Top of ENTRIES PROVIDED

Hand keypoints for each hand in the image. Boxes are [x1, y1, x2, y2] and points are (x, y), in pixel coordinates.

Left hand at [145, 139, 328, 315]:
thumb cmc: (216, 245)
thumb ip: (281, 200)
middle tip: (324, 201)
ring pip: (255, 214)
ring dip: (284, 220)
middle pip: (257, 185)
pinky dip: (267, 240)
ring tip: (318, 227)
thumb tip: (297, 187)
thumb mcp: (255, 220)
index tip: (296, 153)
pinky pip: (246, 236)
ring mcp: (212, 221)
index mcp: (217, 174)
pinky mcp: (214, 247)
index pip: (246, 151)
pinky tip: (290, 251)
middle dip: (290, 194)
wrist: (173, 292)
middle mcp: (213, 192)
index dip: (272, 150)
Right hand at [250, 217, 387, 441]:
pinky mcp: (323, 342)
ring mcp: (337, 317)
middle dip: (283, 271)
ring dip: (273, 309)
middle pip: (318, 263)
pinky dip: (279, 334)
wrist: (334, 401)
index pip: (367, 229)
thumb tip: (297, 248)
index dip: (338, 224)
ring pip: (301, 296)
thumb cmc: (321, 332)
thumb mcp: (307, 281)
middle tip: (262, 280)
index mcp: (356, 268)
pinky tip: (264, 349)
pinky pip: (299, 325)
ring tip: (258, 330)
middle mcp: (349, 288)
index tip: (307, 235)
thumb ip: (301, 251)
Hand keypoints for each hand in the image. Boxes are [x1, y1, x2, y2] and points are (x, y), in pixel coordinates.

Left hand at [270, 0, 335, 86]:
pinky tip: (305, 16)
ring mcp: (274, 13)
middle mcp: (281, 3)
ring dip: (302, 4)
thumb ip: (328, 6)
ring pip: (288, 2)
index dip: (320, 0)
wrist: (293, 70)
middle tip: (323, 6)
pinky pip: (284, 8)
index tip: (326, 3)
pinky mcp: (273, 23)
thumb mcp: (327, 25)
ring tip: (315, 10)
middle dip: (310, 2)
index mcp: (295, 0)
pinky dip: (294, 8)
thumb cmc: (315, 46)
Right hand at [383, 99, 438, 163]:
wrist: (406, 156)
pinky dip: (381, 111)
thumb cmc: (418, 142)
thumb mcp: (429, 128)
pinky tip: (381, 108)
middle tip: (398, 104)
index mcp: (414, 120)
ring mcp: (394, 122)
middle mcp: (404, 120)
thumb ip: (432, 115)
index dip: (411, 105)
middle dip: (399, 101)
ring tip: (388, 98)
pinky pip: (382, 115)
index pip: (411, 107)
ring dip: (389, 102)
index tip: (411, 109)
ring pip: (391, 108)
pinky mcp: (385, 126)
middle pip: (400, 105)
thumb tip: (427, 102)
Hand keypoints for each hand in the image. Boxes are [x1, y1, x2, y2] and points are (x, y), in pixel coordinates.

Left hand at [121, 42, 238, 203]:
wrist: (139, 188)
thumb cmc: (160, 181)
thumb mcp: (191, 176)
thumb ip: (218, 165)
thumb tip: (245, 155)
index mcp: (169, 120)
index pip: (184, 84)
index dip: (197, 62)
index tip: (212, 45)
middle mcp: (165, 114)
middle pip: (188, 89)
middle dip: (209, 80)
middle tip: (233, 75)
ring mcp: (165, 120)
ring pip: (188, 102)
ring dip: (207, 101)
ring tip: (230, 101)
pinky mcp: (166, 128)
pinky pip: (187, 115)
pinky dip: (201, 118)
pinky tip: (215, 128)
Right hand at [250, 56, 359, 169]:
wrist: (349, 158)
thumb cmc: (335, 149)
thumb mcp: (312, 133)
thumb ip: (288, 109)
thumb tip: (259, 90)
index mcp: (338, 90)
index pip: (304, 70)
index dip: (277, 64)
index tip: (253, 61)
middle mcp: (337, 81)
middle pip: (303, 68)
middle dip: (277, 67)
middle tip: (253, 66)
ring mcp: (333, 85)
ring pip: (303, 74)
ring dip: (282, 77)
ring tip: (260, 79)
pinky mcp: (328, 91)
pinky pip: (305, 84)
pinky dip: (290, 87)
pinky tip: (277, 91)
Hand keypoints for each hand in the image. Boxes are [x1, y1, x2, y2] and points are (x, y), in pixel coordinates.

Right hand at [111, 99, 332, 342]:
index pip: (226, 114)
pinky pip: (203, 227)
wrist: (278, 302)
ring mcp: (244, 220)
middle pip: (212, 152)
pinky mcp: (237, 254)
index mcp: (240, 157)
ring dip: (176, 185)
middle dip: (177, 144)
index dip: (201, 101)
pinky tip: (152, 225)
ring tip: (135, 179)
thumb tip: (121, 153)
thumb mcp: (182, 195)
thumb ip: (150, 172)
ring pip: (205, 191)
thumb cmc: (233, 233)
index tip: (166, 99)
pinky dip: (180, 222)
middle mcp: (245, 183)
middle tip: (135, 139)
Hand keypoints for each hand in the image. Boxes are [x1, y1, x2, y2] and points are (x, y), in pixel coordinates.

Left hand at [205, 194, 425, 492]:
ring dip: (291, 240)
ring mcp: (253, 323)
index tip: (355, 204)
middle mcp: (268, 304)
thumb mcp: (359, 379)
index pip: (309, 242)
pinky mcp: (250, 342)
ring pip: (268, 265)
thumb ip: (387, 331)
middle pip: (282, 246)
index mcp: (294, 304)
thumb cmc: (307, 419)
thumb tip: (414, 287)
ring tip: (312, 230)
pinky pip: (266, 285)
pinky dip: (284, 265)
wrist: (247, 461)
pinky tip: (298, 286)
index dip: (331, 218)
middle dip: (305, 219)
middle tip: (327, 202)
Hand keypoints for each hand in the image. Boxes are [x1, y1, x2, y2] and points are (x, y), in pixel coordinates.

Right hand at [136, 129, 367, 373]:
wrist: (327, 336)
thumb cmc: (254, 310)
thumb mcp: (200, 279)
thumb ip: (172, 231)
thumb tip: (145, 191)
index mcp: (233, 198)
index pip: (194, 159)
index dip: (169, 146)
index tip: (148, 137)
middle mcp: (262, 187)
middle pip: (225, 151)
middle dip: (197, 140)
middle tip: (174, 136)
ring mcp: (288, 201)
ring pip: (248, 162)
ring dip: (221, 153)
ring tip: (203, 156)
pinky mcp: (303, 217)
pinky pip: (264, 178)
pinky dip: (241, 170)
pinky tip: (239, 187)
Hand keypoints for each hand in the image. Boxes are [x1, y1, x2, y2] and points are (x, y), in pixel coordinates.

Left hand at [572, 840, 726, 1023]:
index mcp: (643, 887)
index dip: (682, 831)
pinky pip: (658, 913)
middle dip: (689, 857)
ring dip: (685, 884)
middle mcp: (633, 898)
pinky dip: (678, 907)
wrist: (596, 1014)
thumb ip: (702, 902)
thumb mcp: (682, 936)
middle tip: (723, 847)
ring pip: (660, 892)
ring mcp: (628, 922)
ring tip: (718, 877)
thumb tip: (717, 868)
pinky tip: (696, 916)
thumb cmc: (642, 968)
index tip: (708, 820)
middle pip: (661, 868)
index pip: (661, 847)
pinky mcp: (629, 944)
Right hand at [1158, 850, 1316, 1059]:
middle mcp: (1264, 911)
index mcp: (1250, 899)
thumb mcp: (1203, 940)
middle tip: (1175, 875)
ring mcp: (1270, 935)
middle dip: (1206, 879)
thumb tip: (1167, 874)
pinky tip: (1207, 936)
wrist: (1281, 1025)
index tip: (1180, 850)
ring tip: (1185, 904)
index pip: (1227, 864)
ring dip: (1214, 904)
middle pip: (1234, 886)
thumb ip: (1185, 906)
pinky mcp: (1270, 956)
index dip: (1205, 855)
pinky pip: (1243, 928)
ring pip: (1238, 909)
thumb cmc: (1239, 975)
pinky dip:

Bottom of ENTRIES PROVIDED

Where the data above reaches the line holding "pinky mcp: (250, 342)", begin printing, and stop after the line holding "pinky tip: (239, 187)". Each line must be reproduced exactly, with nothing else added.

pinky mcp: (250, 342)
ring pip: (268, 265)
thumb ip: (387, 331)
middle pip: (282, 246)
index mcp: (294, 304)
thumb cmc: (307, 419)
thumb tip: (414, 287)
ring tip: (312, 230)
pinky pip: (266, 285)
pinky dip: (284, 265)
wrist: (247, 461)
pinky tip: (298, 286)
index dip: (331, 218)
middle dip: (305, 219)
middle tip: (327, 202)
Hand keypoints for each hand in the image. Boxes are [x1, y1, x2, y2] and points are (x, y), in pixel coordinates.

Right hand at [136, 129, 367, 373]:
wrist: (327, 336)
thumb cmc: (254, 310)
thumb mcp: (200, 279)
thumb ip: (172, 231)
thumb tip: (145, 191)
index mcp: (233, 198)
index pip: (194, 159)
index dip: (169, 146)
index tip: (148, 137)
middle mcp: (262, 187)
middle pip: (225, 151)
middle dip: (197, 140)
middle tip: (174, 136)
ring mcp: (288, 201)
ring pip: (248, 162)
ring dip: (221, 153)
ring tip: (203, 156)
pinky mcp: (303, 217)
pinky pip: (264, 178)
pinky dip: (241, 170)
pinky tip: (239, 187)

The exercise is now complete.